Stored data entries

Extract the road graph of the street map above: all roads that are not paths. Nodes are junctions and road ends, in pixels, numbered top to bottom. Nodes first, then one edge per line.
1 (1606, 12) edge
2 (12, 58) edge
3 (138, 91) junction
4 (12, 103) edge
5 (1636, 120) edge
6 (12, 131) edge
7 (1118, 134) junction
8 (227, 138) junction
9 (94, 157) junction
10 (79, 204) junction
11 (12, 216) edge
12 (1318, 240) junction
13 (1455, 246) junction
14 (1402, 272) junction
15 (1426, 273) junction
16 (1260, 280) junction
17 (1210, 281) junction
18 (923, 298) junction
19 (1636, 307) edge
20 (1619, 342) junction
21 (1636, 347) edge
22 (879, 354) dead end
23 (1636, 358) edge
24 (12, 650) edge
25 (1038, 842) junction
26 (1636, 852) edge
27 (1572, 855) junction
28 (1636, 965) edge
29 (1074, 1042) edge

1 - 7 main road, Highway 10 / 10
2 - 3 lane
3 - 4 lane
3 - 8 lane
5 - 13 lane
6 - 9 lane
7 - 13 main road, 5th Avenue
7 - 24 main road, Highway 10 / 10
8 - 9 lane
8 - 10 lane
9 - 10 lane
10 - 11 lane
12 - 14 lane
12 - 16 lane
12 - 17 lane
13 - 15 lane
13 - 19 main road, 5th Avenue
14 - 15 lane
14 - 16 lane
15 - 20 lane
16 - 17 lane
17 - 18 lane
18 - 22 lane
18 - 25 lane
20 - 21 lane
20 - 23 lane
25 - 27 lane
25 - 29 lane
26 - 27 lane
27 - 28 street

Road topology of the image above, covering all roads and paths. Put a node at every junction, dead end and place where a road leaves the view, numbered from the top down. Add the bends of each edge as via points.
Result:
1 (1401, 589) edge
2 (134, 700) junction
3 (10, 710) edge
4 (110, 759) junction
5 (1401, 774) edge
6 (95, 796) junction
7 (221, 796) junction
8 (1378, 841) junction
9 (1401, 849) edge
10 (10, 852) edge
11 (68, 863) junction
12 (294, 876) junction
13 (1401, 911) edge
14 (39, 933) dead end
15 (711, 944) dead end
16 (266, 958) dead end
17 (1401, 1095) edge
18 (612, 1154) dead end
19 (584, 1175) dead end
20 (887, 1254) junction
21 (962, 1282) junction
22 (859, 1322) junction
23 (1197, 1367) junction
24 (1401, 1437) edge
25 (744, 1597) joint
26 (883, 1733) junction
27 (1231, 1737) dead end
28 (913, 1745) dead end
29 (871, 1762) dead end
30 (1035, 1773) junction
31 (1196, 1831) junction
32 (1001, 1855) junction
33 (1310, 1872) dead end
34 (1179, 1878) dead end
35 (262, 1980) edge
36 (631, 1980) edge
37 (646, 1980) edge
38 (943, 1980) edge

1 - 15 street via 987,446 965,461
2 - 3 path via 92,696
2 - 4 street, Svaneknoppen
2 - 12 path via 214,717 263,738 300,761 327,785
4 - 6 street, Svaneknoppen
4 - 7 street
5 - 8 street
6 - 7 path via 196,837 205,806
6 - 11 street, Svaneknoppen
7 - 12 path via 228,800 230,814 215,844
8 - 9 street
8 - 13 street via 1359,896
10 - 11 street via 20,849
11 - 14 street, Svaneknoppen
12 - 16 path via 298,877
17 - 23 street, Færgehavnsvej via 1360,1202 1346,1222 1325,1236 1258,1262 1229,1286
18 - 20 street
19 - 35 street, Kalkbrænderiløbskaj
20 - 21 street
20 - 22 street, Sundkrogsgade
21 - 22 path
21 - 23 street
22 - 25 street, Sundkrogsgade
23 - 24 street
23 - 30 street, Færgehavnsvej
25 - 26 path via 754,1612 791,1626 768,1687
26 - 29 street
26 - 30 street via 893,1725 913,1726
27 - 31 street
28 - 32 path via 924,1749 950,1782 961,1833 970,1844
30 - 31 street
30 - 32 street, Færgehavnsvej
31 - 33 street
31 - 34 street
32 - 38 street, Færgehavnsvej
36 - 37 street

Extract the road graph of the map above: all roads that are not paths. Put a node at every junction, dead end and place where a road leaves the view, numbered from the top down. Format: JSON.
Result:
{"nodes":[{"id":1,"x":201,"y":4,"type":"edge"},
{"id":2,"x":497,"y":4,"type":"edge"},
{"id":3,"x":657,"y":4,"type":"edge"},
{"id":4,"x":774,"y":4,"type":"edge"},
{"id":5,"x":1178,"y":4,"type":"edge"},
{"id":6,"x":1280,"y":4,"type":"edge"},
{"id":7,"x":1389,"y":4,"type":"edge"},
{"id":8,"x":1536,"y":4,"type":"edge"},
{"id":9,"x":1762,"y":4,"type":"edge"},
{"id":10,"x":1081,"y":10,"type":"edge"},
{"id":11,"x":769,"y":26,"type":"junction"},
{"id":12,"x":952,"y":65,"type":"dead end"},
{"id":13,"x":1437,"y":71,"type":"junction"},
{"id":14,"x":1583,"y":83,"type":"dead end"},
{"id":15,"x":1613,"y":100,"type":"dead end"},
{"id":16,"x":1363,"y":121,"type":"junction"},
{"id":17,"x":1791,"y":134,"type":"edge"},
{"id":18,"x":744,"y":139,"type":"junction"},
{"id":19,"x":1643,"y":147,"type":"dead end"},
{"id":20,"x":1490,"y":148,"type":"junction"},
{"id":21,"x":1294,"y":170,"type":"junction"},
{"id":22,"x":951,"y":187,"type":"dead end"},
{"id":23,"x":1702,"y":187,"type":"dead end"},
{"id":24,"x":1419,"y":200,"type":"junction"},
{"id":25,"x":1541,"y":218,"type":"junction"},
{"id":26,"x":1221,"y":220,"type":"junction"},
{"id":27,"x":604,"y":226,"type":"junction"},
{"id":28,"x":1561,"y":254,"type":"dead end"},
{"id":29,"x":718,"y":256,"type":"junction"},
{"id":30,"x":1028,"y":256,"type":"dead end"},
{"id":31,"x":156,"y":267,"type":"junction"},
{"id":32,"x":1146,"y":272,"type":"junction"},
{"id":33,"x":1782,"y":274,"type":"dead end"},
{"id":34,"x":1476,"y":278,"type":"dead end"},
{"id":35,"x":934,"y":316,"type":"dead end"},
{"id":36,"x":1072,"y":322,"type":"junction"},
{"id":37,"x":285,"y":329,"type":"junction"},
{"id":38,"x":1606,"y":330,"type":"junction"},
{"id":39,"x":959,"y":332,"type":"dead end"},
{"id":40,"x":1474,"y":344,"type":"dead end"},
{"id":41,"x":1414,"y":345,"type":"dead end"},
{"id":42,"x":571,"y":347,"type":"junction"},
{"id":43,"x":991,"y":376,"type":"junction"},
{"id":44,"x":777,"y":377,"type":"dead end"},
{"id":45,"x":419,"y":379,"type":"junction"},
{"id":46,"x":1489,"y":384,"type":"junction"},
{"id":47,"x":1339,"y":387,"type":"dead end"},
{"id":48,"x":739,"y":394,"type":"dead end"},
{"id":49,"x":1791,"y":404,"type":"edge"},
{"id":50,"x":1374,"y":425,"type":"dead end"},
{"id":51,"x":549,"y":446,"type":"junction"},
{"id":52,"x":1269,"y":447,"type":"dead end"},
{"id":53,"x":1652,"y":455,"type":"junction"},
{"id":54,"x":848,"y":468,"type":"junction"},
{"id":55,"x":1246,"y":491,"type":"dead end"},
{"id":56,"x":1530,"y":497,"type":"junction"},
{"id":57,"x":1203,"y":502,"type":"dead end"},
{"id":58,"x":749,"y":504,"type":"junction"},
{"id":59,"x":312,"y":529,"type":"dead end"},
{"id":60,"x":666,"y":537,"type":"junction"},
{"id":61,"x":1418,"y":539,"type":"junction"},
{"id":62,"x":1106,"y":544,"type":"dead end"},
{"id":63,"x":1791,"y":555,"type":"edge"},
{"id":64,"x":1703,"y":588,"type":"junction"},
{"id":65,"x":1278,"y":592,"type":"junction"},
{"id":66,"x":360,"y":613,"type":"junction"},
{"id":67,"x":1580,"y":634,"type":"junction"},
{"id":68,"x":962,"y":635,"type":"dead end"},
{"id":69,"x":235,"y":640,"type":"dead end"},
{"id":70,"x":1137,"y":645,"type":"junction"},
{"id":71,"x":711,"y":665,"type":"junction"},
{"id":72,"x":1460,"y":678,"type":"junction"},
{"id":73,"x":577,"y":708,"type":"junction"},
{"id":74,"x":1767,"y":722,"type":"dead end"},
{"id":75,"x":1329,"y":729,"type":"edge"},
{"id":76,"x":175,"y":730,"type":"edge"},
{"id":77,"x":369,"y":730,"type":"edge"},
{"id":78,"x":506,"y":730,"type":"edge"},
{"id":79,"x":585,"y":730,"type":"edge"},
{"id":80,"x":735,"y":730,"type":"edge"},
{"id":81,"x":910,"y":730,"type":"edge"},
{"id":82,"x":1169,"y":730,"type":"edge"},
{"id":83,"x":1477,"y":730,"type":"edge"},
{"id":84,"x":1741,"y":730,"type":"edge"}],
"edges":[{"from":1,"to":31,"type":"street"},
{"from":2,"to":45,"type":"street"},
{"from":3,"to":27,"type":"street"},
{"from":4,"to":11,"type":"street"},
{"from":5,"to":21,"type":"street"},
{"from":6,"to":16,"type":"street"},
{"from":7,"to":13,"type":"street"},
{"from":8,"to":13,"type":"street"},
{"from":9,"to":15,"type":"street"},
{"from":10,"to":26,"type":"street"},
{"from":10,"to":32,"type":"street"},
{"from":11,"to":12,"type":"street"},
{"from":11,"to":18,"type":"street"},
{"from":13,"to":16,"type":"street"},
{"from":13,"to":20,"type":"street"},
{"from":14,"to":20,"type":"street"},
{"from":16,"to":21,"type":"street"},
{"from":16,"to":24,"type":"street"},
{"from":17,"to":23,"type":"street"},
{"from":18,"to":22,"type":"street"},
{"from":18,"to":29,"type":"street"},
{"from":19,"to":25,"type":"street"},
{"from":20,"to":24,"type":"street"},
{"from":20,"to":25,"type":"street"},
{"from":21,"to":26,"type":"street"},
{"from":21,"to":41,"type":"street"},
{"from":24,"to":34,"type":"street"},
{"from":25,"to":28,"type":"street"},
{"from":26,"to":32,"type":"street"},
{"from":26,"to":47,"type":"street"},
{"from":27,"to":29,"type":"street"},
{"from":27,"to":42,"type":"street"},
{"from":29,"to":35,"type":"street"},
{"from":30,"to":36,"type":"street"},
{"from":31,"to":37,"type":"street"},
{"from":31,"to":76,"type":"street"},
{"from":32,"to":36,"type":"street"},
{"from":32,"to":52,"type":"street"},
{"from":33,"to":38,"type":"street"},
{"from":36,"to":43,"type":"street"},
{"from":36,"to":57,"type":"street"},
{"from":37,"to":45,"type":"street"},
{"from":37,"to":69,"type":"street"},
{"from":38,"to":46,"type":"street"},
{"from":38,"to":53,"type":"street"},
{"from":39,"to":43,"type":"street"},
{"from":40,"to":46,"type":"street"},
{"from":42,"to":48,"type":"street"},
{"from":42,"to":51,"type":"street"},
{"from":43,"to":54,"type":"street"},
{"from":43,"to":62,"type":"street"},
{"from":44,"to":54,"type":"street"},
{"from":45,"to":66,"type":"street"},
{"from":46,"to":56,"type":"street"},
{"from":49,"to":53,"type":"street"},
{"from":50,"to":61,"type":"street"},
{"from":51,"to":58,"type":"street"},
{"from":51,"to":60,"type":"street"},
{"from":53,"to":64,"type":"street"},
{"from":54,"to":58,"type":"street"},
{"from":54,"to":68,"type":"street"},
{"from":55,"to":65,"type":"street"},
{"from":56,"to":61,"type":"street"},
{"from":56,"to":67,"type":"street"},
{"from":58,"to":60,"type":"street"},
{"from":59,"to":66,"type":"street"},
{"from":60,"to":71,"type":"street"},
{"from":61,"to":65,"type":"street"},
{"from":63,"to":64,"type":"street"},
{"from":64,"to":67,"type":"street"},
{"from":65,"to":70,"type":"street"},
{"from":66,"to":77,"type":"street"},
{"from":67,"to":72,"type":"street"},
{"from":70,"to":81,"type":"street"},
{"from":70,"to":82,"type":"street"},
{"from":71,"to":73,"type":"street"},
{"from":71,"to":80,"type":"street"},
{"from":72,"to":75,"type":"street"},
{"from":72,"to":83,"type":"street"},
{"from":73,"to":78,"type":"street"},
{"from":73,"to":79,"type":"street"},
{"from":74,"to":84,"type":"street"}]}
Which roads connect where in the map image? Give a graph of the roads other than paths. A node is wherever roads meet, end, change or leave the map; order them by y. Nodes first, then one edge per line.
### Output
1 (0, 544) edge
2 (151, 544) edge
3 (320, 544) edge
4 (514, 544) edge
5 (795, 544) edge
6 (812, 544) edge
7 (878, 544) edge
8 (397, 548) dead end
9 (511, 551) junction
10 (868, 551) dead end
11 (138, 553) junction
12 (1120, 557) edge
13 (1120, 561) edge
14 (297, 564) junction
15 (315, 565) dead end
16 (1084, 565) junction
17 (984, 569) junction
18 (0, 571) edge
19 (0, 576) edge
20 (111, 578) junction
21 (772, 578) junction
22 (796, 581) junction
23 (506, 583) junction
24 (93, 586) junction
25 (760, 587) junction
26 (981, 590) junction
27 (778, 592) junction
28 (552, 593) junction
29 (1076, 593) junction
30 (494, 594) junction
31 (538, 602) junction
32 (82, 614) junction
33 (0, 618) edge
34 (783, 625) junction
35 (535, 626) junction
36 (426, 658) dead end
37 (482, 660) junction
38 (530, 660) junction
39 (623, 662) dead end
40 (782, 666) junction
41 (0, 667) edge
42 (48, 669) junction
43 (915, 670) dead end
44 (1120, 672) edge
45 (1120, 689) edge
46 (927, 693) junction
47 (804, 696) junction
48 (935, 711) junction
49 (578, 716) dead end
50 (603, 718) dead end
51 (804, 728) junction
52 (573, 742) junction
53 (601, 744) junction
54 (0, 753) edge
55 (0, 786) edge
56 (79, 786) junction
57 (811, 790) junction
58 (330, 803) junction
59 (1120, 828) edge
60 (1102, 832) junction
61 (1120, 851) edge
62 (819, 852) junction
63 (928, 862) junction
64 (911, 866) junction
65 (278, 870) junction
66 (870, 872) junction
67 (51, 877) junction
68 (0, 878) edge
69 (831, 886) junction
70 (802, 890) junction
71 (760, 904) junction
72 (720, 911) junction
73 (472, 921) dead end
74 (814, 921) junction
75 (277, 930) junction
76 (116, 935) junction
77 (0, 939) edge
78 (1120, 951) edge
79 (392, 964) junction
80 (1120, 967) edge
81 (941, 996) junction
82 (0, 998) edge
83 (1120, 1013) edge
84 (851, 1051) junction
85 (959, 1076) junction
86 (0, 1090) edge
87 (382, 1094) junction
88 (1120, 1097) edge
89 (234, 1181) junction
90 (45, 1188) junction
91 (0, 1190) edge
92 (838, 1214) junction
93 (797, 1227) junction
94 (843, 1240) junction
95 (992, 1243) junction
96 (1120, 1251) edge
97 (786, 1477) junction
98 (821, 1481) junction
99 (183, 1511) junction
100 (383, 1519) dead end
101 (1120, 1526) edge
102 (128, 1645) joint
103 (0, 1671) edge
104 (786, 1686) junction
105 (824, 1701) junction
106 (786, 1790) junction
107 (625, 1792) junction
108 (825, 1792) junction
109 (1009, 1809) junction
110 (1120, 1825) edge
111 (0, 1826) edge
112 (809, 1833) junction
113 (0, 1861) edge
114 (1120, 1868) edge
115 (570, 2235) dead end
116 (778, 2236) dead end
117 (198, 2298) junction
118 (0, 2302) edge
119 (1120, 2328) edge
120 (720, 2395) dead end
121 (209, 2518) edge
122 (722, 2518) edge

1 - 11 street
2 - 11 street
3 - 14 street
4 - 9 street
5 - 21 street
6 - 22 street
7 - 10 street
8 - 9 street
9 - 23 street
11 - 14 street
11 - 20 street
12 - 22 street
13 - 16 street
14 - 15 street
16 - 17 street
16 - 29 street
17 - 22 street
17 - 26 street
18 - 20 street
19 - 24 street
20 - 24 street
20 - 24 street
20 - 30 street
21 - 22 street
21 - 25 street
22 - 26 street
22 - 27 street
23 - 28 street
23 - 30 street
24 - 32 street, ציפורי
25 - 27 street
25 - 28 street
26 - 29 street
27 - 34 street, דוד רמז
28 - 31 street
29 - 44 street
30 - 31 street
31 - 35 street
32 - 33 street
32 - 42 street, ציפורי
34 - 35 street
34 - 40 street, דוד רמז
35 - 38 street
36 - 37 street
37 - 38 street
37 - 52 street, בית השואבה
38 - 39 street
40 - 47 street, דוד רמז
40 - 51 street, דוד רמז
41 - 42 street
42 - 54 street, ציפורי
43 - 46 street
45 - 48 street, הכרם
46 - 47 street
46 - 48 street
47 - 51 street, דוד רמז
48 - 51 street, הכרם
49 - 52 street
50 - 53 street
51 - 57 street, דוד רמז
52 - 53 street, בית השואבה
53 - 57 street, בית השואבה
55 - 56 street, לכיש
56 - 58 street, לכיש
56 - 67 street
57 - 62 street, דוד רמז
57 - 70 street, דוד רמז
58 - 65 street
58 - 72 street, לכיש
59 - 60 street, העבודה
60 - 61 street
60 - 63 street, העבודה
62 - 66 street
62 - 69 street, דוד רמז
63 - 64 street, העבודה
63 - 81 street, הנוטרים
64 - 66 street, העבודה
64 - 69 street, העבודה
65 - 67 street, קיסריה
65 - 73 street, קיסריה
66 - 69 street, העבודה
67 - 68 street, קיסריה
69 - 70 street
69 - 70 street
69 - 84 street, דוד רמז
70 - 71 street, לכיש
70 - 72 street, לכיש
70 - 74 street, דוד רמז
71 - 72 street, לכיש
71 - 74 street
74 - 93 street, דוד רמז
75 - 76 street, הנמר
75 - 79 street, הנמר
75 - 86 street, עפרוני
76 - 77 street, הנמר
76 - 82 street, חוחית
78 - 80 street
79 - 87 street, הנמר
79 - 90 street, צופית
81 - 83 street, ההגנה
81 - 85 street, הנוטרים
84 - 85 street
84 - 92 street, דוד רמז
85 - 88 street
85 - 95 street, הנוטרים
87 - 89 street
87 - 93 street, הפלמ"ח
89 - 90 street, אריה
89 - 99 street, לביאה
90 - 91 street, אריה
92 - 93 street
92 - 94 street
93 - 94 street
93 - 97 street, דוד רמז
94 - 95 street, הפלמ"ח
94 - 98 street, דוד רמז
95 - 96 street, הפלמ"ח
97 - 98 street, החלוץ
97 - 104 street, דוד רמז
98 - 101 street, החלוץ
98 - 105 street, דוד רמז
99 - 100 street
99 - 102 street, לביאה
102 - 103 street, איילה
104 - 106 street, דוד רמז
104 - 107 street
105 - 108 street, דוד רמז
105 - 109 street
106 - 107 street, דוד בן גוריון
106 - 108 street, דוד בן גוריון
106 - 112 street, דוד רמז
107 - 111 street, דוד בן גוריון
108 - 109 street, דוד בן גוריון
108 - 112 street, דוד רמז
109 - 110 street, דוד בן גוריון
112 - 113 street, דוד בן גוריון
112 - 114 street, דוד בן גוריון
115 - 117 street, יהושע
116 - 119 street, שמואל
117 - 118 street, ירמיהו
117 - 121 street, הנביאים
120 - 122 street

> **EXERCISE REQUIREMENTS**
Lines containing the word "first": copy every one of them from the records above.

> **WRITTEN ANSWER**
Extract the road graph of the street map above: all roads that are not paths. Nodes are junctions and road ends, in pixels, numbered top to bottom. Nodes first, then one edge per line.
Which roads connect where in the map image? Give a graph of the roads other than paths. A node is wherever roads meet, end, change or leave the map; order them by y. Nodes first, then one edge per line.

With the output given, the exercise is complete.